= Edward Brodie Hoare =

British banker and politician

Hoare in 1895.

Edward Brodie Hoare (30 October 1841 – 12 August 1911) was a British banker and Conservative Party politician.

Born in Richmond, Surrey, he was the eldest son of the Reverend Edward Hoare, Honorary Canon of Canterbury and vicar of Holy Trinity, Tunbridge Wells, and his wife Maria, daughter of Sir Benjamin Collins Brodie, Baronet. Educated at Tonbridge School and Trinity College, Cambridge, he graduated with a BA degree in 1864 and MA in 1868.

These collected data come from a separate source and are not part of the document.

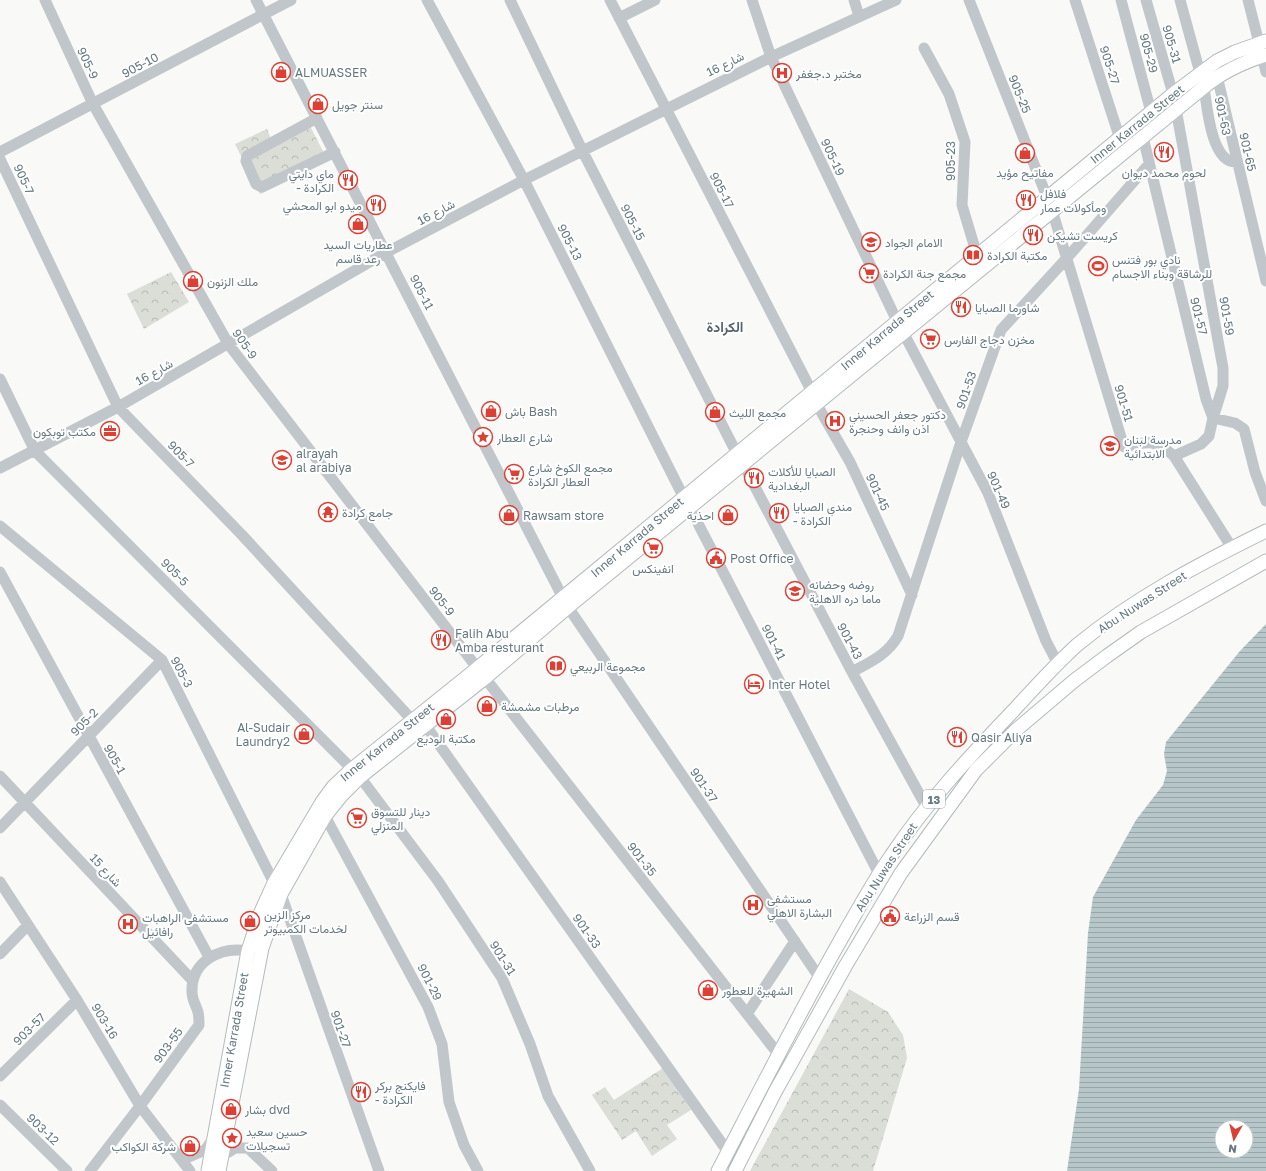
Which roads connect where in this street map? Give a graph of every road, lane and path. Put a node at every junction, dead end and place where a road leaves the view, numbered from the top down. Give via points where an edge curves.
1 (44, 0) edge
2 (256, 0) edge
3 (291, 0) edge
4 (427, 0) edge
5 (510, 0) edge
6 (610, 0) edge
7 (655, 0) edge
8 (752, 0) edge
9 (854, 0) edge
10 (896, 0) edge
11 (969, 0) edge
12 (1075, 0) edge
13 (1121, 0) edge
14 (1146, 0) edge
15 (1180, 0) edge
16 (1248, 0) edge
17 (263, 15) junction
18 (858, 16) junction
19 (619, 18) junction
20 (924, 48) dead end
21 (1263, 49) edge
22 (771, 57) junction
23 (1266, 72) edge
24 (1200, 74) junction
25 (1217, 76) junction
26 (1204, 87) junction
27 (1173, 94) junction
28 (93, 104) junction
29 (664, 108) junction
30 (1176, 109) junction
31 (1151, 112) junction
32 (317, 118) junction
33 (1143, 137) junction
34 (1120, 138) junction
35 (582, 150) junction
36 (0, 152) edge
37 (335, 152) junction
38 (0, 159) edge
39 (1238, 162) junction
40 (1149, 164) junction
41 (524, 180) junction
42 (1047, 197) junction
43 (1052, 210) junction
44 (387, 252) junction
45 (977, 255) junction
46 (1066, 259) junction
47 (1266, 281) edge
48 (900, 327) junction
49 (229, 345) junction
50 (0, 379) edge
51 (814, 398) junction
52 (118, 407) junction
53 (1213, 418) junction
54 (961, 442) junction
55 (35, 451) junction
56 (1174, 456) junction
57 (740, 459) junction
58 (0, 468) edge
59 (1266, 501) edge
60 (687, 503) junction
61 (0, 526) edge
62 (1266, 531) edge
63 (1232, 548) junction
64 (1266, 560) edge
65 (0, 572) edge
66 (912, 595) junction
67 (566, 602) junction
68 (162, 660) junction
69 (1058, 664) junction
70 (852, 672) junction
71 (481, 673) junction
72 (413, 721) junction
73 (426, 726) junction
74 (88, 737) junction
75 (356, 773) junction
76 (0, 776) edge
77 (944, 788) junction
78 (956, 796) junction
79 (24, 802) junction
80 (927, 808) junction
81 (325, 816) junction
82 (0, 828) edge
83 (879, 874) junction
84 (0, 882) edge
85 (278, 889) junction
86 (28, 925) junction
87 (795, 941) junction
88 (248, 951) junction
89 (0, 954) edge
90 (209, 957) junction
91 (819, 978) junction
92 (193, 981) junction
93 (77, 1000) junction
94 (747, 1014) junction
95 (779, 1055) junction
96 (0, 1076) edge
97 (0, 1105) edge
98 (140, 1106) junction
99 (214, 1138) junction
100 (728, 1152) junction
101 (222, 1156) junction
102 (182, 1160) junction
103 (67, 1171) edge
104 (90, 1171) edge
105 (190, 1171) edge
106 (208, 1171) edge
107 (219, 1171) edge
108 (272, 1171) edge
109 (379, 1171) edge
110 (478, 1171) edge
111 (590, 1171) edge
112 (718, 1171) edge
113 (735, 1171) edge

1 - 28 street, 905-9
2 - 17 street, 905-11
3 - 17 street, 905-10
4 - 41 street, 905-13
5 - 35 street, 905-15
6 - 19 street, 905-17
7 - 19 street
8 - 22 street, 905-19
9 - 18 street
10 - 18 street, شارع 16
11 - 42 street, 905-25
12 - 34 street, 905-27
13 - 31 street, 905-29
14 - 27 street, 905-31
15 - 24 street, 905-31
16 - 21 street
17 - 28 street, 905-10
17 - 32 street, 905-11
18 - 22 street, شارع 16
19 - 29 street, 905-17
20 - 45 street, 905-23 via 949,94 965,142 962,205
21 - 23 street
21 - 24 main road, Inner Karrada Street via 1234,52
21 - 25 main road, Inner Karrada Street
22 - 29 street, شارع 16
22 - 48 street, 905-19
24 - 27 main road, Inner Karrada Street
25 - 26 main road, Inner Karrada Street
25 - 39 street, 901-65
26 - 30 main road, Inner Karrada Street
26 - 39 street, 901-63 via 1215,142 1225,158 1231,162
27 - 31 main road, Inner Karrada Street
28 - 36 street, 905-10
28 - 49 street, 905-9
29 - 35 street, شارع 16
29 - 51 street, 905-17
30 - 33 main road, Inner Karrada Street
30 - 53 street, 901-59 via 1224,368
31 - 34 main road, Inner Karrada Street
32 - 37 street, 905-11
32 - 37 street via 248,156 246,161 256,184 262,187
33 - 40 street, 901-57
33 - 43 main road, Inner Karrada Street
34 - 42 main road, Inner Karrada Street
35 - 41 street, شارع 16
35 - 57 street, 905-15
37 - 44 street, 905-11
38 - 52 street, 905-7
39 - 47 street, 901-65
40 - 46 street, 901-53
40 - 53 street, 901-57 via 1206,399
41 - 44 street, شارع 16
41 - 60 street, 905-13
42 - 45 main road, Inner Karrada Street
43 - 46 street, 901-51
43 - 48 main road, Inner Karrada Street via 981,270
44 - 49 street, شارع 16
44 - 67 street, 905-11
45 - 48 main road, Inner Karrada Street
46 - 54 street, 901-53 via 1000,330
46 - 56 street, 901-51 via 1124,447 1152,442 1163,446
48 - 51 main road, Inner Karrada Street
48 - 54 street, 901-49
49 - 52 street, شارع 16
49 - 71 street, 905-9
50 - 55 street, 905-5
51 - 57 main road, Inner Karrada Street
51 - 66 street, 901-45 via 850,462
52 - 55 street, شارع 16
52 - 72 street, 905-7 via 242,535
53 - 56 street via 1209,436 1201,444
53 - 59 street via 1244,428 1255,472
54 - 66 street, 901-53
54 - 69 street, 901-49 via 988,493 1046,642
55 - 58 street, شارع 16
55 - 75 street, 905-5
56 - 63 street, 901-51
57 - 60 main road, Inner Karrada Street
57 - 70 street, 901-43
60 - 67 main road, Inner Karrada Street
60 - 83 street, 901-41
61 - 68 street, 905-3
62 - 63 main road, Abu Nuwas Street / 13
63 - 69 main road, Abu Nuwas Street / 13 via 1193,568 1126,609 1076,646
64 - 78 main road, Abu Nuwas Street / 13 via 1141,632 1080,676 993,751
65 - 74 street, 905-1
66 - 70 street, 901-53 via 892,647 883,655
67 - 71 main road, Inner Karrada Street
67 - 87 street, 901-37
68 - 74 street, 905-2
68 - 85 street, 905-3
69 - 77 main road, Abu Nuwas Street / 13 via 969,757
70 - 80 street, 901-43
71 - 72 main road, Inner Karrada Street
71 - 73 main road, Inner Karrada Street
71 - 94 street, 901-35
72 - 75 main road, Inner Karrada Street
73 - 75 main road, Inner Karrada Street
73 - 100 street, 901-33
74 - 79 street, 905-2
74 - 90 street, 905-1
75 - 81 main road, Inner Karrada Street
75 - 85 main road, Inner Karrada Street via 333,787 322,802
75 - 111 street, 901-31 via 438,881 502,978 530,1044 548,1096
76 - 79 street, شارع 15
77 - 78 main road
77 - 80 main road, Abu Nuwas Street / 13
78 - 113 main road, Abu Nuwas Street / 13 via 901,873 846,965 775,1092
79 - 82 street, 905-2
79 - 92 street, شارع 15
80 - 83 main road, Abu Nuwas Street / 13
81 - 85 main road, Inner Karrada Street
81 - 110 street, 901-29 via 428,1007 442,1044 449,1102 464,1145
83 - 91 main road, Abu Nuwas Street / 13
84 - 86 street, 903-16
85 - 88 main road, Inner Karrada Street via 260,914
85 - 101 main road, Inner Karrada Street via 262,948
85 - 109 street, 901-27
86 - 89 street
86 - 93 street, 903-16
87 - 91 street, 901-37
87 - 94 street
88 - 90 street via 231,949
88 - 99 main road, Inner Karrada Street
90 - 92 street via 199,968
91 - 95 main road, Abu Nuwas Street / 13
92 - 98 street, 903-55 via 192,992 199,1025
93 - 96 street, 903-57
93 - 98 street, 903-16
94 - 95 street, 901-35
95 - 100 main road, Abu Nuwas Street / 13
97 - 103 street, 903-12
98 - 102 street, 903-16
98 - 104 street, 903-55
99 - 102 street via 205,1150
99 - 106 main road, Inner Karrada Street
100 - 112 main road, Abu Nuwas Street / 13
101 - 107 main road, Inner Karrada Street
101 - 108 street via 235,1148 248,1148
102 - 105 street, 903-16

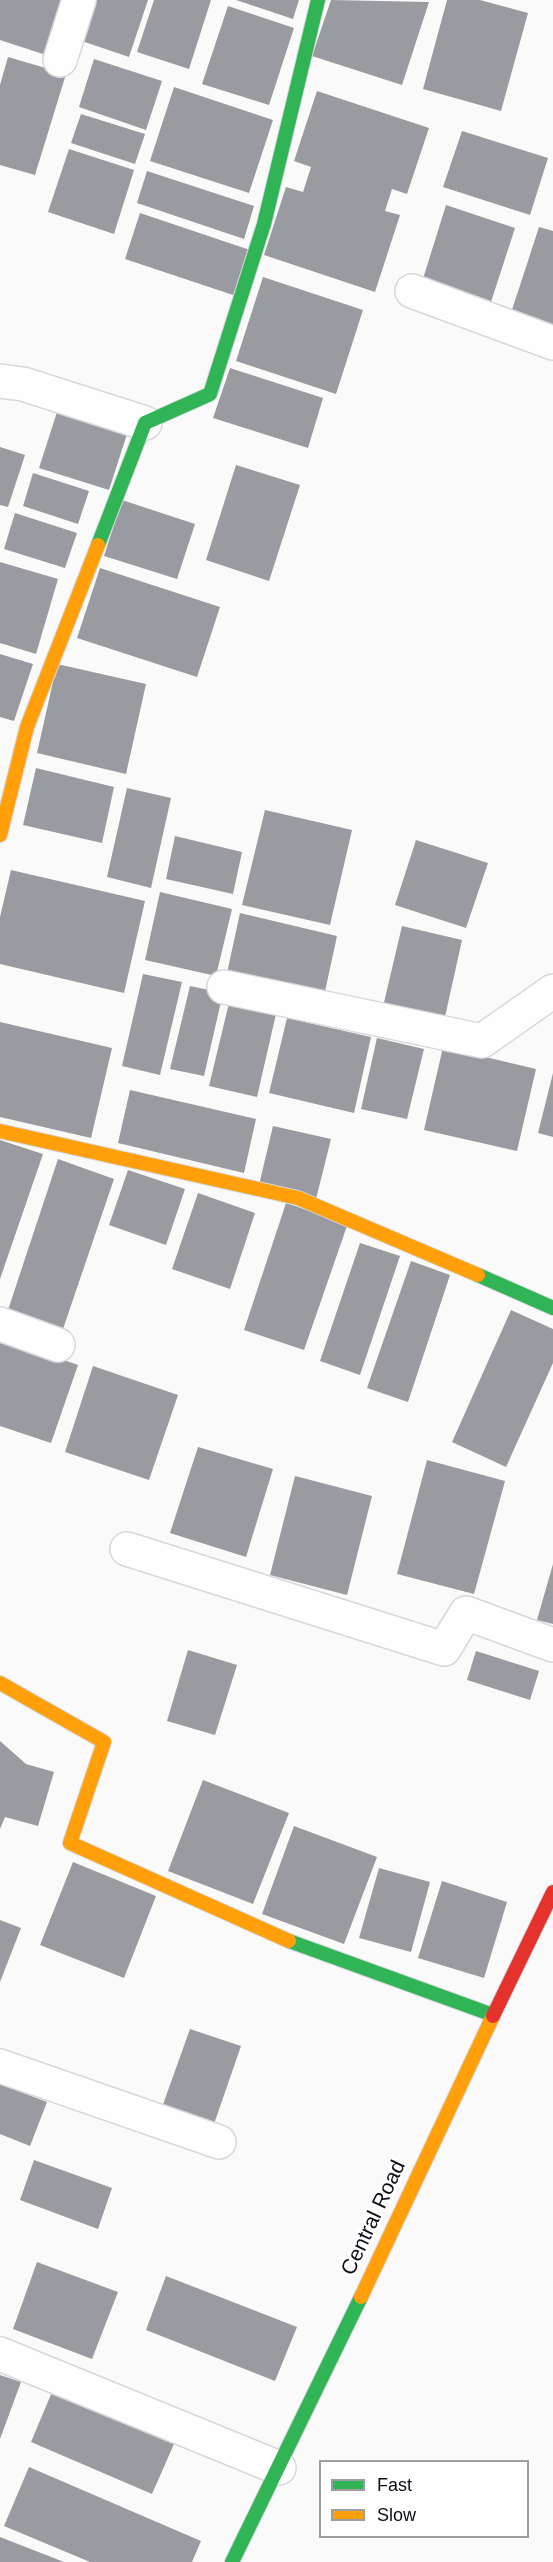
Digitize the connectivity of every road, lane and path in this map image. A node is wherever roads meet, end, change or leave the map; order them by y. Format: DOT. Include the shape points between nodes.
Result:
graph roads {
  1 [pos="79,0"];
  2 [pos="318,0"];
  3 [pos="60,60"];
  4 [pos="412,291"];
  5 [pos="553,343"];
  6 [pos="0,381"];
  7 [pos="145,423"];
  8 [pos="0,835"];
  9 [pos="224,987"];
  10 [pos="553,991"];
  11 [pos="0,1131"];
  12 [pos="553,1308"];
  13 [pos="0,1324"];
  14 [pos="58,1345"];
  15 [pos="127,1549"];
  16 [pos="553,1645"];
  17 [pos="0,1683"];
  18 [pos="553,1892"];
  19 [pos="492,2015"];
  20 [pos="0,2066"];
  21 [pos="219,2142"];
  22 [pos="0,2354"];
  23 [pos="279,2468"];
  24 [pos="232,2562"];
  1 -- 3 [label="street"];
  2 -- 7 [label="street" via="264,224 210,394"];
  4 -- 5 [label="street"];
  6 -- 7 [label="street" via="23,384"];
  7 -- 8 [label="street" via="27,727"];
  9 -- 10 [label="street" via="482,1041"];
  11 -- 12 [label="street" via="298,1198"];
  13 -- 14 [label="street"];
  15 -- 16 [label="street" via="444,1649 466,1613"];
  17 -- 19 [label="street" via="104,1742 70,1843 281,1938"];
  18 -- 19 [label="street, Central Road"];
  19 -- 23 [label="street, Central Road"];
  20 -- 21 [label="street"];
  22 -- 23 [label="street"];
  23 -- 24 [label="street, Central Road"];
}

He married Katharine Parry, daughter of Rear Admiral Sir William Edward Parry in 1868.

He pursued a long career in banking, initially as a partner in the family firm of Barnett, Hoare and Company. He was subsequently a director of Lloyds Bank, chairman of the Colonial Bank, and a director of the Standard Bank of South Africa.

Active in Unionist politics, he unsuccessfully contested Sheffield Attercliffe at the 1886 general election and Bradford Central at a byelection in 1886 before being elected Conservative Member of Parliament for Hampstead in a by-election in 1888. He remained Hampstead's MP until 9 January 1902, when he resigned due to ill-health and was ceremonially appointed Steward and Bailiff of the Chiltern Hundreds.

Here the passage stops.